YOUR INSTRUCTIONS => Output only the lines of the entries that follow, starting at the one with "ring pip: (768, 573)" and running down to the one with "index mcp: (952, 650)", both included and unchanged.

== DATA SHOWN ==

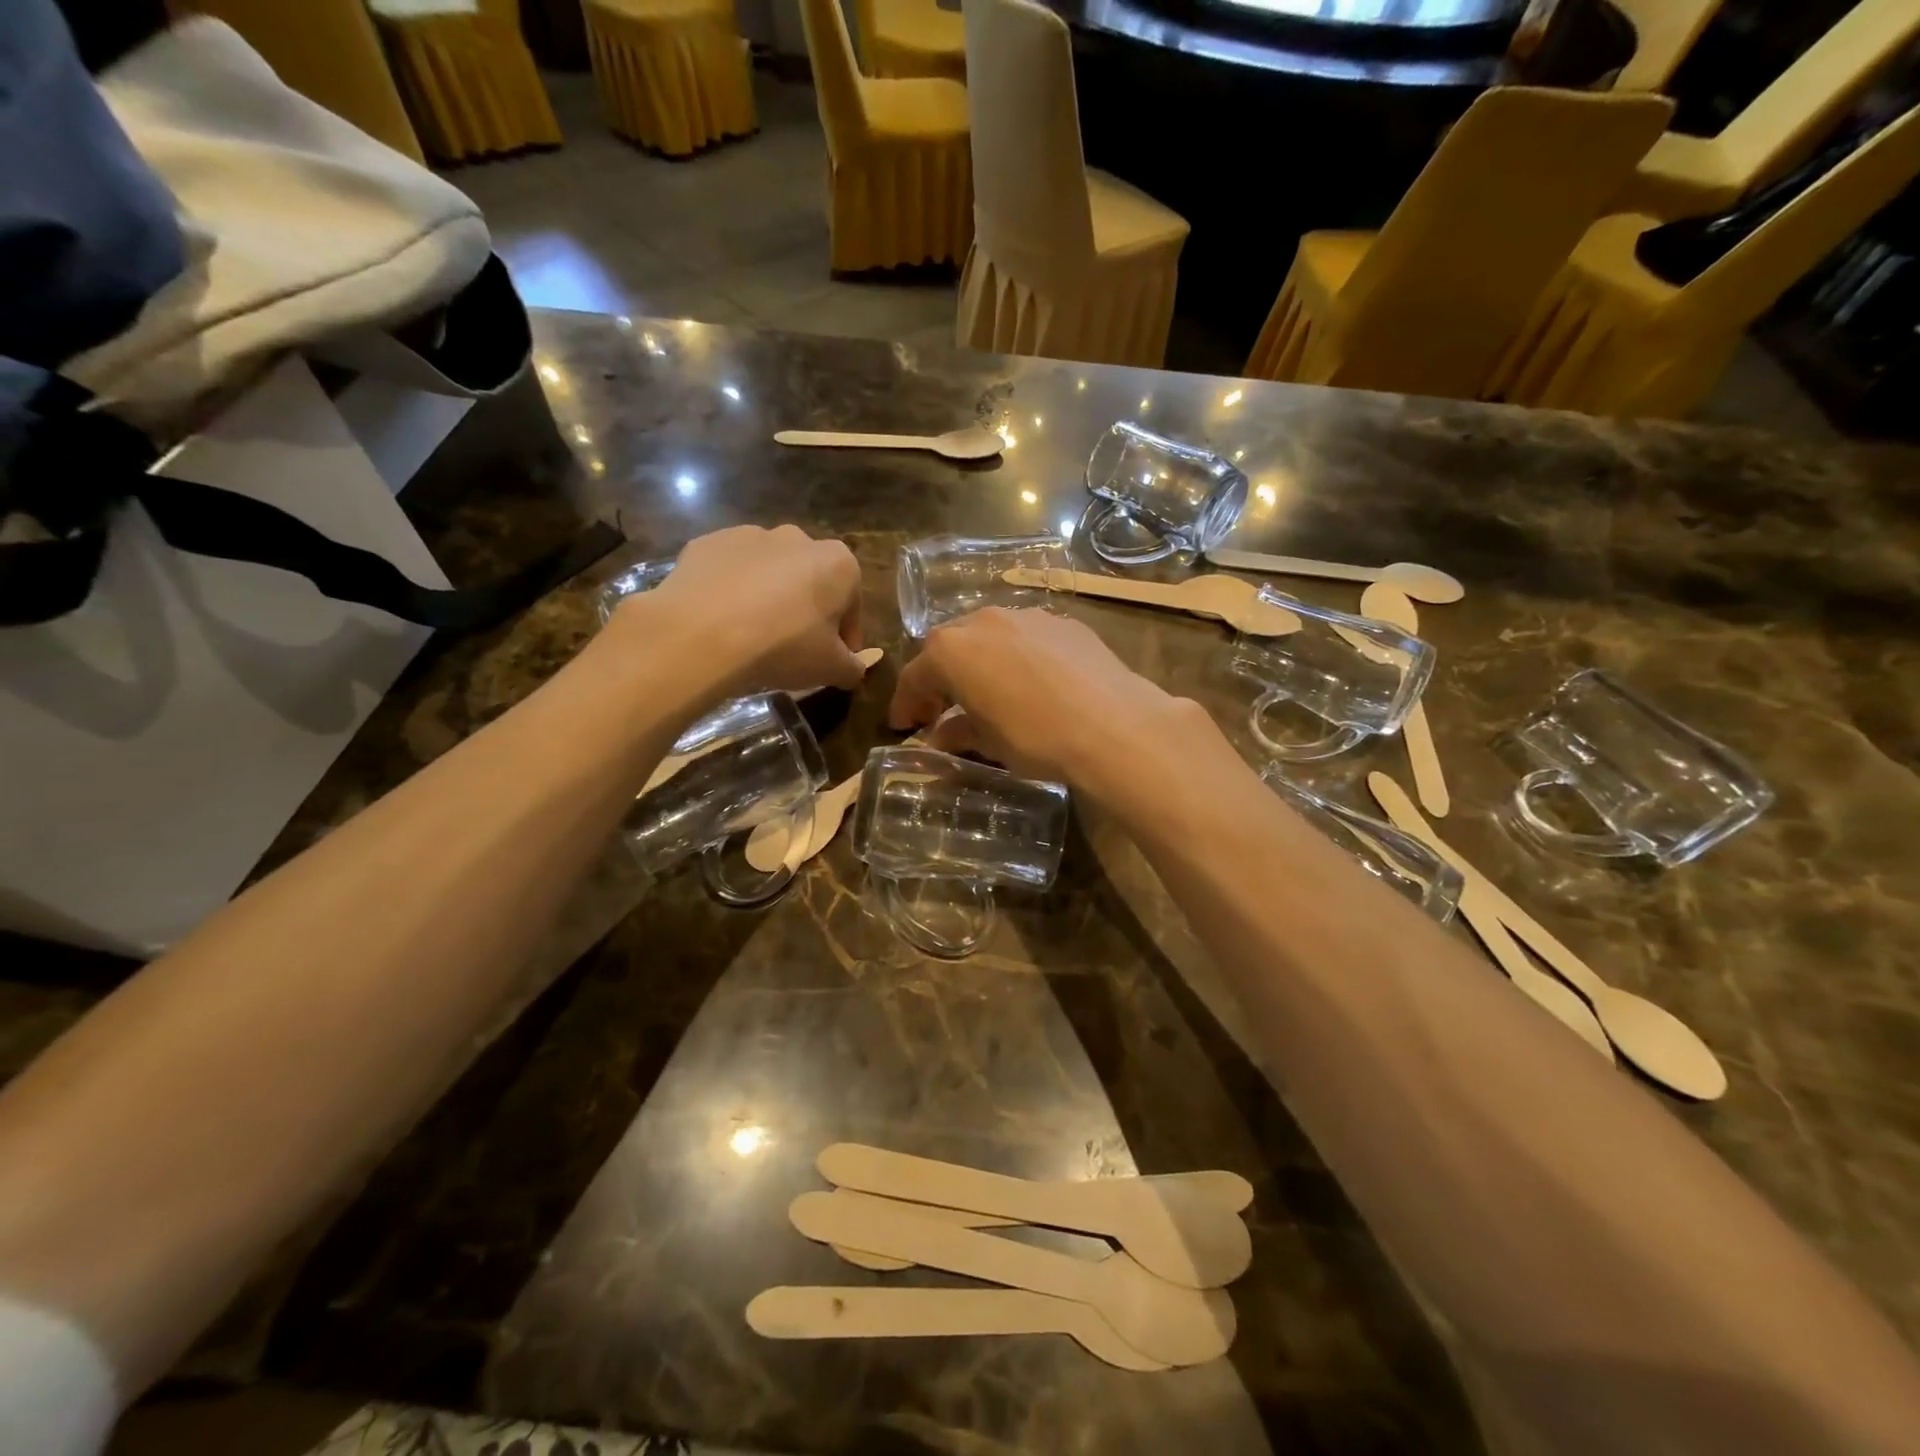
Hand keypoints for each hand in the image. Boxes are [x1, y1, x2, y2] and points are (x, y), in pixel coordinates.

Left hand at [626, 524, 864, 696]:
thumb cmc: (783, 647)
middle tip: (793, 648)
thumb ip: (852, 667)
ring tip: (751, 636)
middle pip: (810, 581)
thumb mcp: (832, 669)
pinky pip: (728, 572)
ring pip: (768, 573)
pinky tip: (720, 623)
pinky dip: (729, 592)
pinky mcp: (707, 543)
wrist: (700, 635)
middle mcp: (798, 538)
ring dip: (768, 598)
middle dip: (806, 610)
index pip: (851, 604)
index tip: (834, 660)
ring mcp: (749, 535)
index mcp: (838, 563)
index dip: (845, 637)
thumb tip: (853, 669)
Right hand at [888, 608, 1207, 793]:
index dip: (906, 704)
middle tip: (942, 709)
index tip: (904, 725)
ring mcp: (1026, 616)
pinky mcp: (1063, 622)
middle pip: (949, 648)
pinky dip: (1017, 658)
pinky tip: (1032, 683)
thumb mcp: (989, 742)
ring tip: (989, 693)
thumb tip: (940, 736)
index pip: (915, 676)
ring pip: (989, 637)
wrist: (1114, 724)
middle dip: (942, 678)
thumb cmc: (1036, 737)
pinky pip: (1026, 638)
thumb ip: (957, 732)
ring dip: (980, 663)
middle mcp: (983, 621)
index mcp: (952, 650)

===
== DATA SHOWN ==

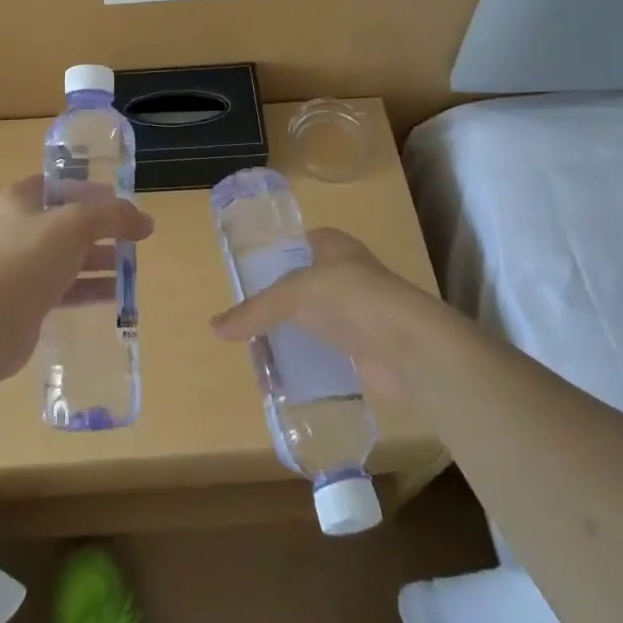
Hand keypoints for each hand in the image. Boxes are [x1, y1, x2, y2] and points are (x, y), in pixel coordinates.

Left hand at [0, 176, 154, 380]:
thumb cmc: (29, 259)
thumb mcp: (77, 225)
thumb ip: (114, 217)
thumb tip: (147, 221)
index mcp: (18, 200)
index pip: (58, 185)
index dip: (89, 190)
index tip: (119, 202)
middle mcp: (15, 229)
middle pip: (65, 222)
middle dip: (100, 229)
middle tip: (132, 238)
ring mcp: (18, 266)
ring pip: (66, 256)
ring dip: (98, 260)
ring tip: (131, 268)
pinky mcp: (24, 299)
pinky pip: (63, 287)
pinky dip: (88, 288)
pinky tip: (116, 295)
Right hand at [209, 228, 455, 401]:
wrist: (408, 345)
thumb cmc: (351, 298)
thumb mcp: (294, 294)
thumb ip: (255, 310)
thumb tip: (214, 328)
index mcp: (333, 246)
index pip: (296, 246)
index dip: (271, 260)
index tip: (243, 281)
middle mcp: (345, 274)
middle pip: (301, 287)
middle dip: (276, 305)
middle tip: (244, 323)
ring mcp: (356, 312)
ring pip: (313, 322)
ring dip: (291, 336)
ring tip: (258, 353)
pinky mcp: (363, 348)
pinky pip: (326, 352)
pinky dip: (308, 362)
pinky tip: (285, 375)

===
== DATA SHOWN ==

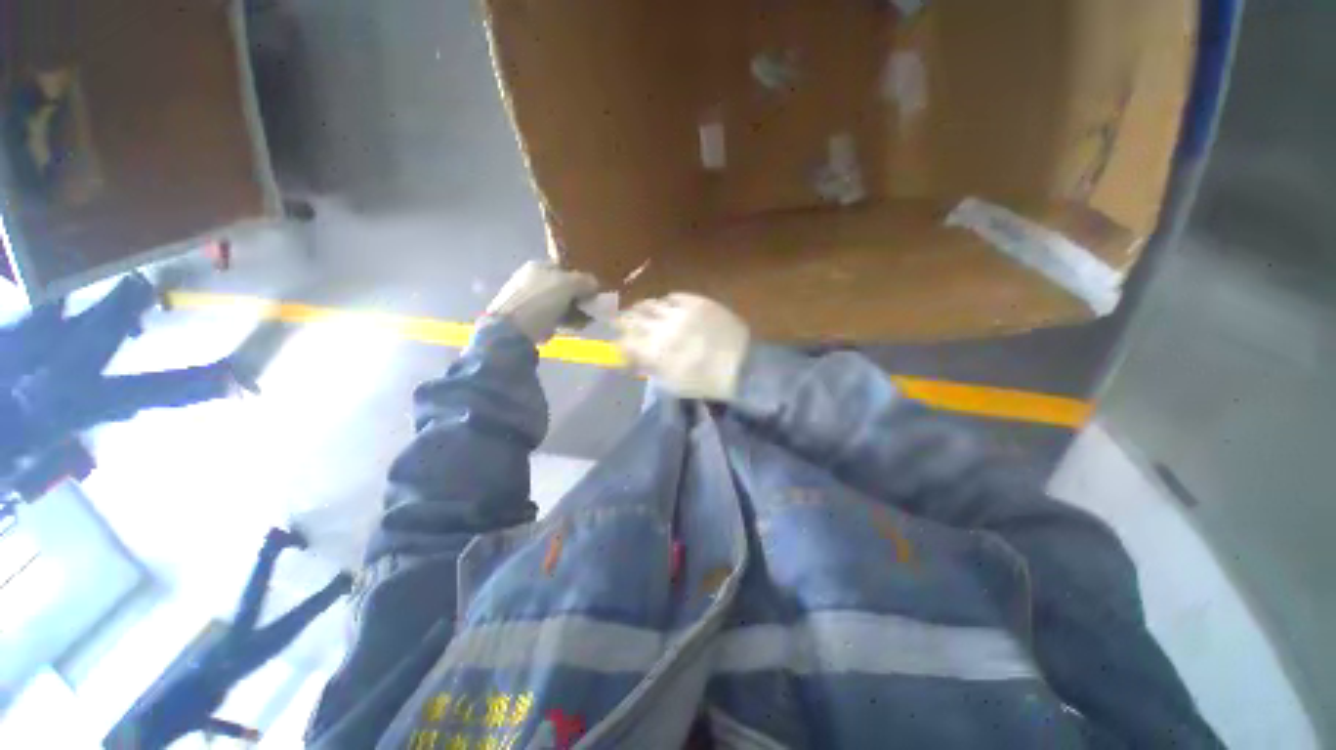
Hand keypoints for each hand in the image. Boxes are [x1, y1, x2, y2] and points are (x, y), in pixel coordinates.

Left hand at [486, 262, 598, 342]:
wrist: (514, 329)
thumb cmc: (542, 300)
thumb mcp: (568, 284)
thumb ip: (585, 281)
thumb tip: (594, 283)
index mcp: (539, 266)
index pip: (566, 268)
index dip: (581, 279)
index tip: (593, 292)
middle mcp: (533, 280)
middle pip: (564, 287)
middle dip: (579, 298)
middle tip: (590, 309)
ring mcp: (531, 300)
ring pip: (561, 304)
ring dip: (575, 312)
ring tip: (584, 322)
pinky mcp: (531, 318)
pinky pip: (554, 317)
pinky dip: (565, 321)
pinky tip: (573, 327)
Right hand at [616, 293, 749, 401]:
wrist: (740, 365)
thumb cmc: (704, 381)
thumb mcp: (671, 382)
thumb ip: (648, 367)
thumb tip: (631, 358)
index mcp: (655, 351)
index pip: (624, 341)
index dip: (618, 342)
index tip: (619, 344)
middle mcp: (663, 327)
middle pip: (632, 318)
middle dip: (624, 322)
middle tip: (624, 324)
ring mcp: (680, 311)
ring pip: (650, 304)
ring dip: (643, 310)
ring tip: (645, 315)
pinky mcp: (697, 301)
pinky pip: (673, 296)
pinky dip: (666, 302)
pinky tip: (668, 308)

===

EXPECTED ANSWER =>
ring pip: (768, 573)
pinky tip: (720, 623)
pinky dip: (729, 592)
pinky mcp: (707, 543)
wrist: (700, 635)
middle mcp: (798, 538)
ring dip: (768, 598)
middle dip: (806, 610)
index pip: (851, 604)
index tip: (834, 660)
ring mcp: (749, 535)
index mcp: (838, 563)
index dip: (845, 637)
thumb tip: (853, 669)
Right hand at [888, 608, 1207, 793]:
index dip: (906, 704)
middle tip: (942, 709)
index tip: (904, 725)
ring mcp: (1026, 616)
pinky mcp: (1063, 622)
middle pip: (949, 648)
pinky dip: (1017, 658)
pinky tip: (1032, 683)
thumb mcp: (989, 742)
ring tip: (989, 693)
thumb tip: (940, 736)
index pip: (915, 676)
ring pip: (989, 637)
wrist: (1114, 724)
middle dip: (942, 678)
thumb cmc: (1036, 737)
pinky pip: (1026, 638)
thumb ip: (957, 732)
ring dip: (980, 663)
middle mcp: (983, 621)
index mcp: (952, 650)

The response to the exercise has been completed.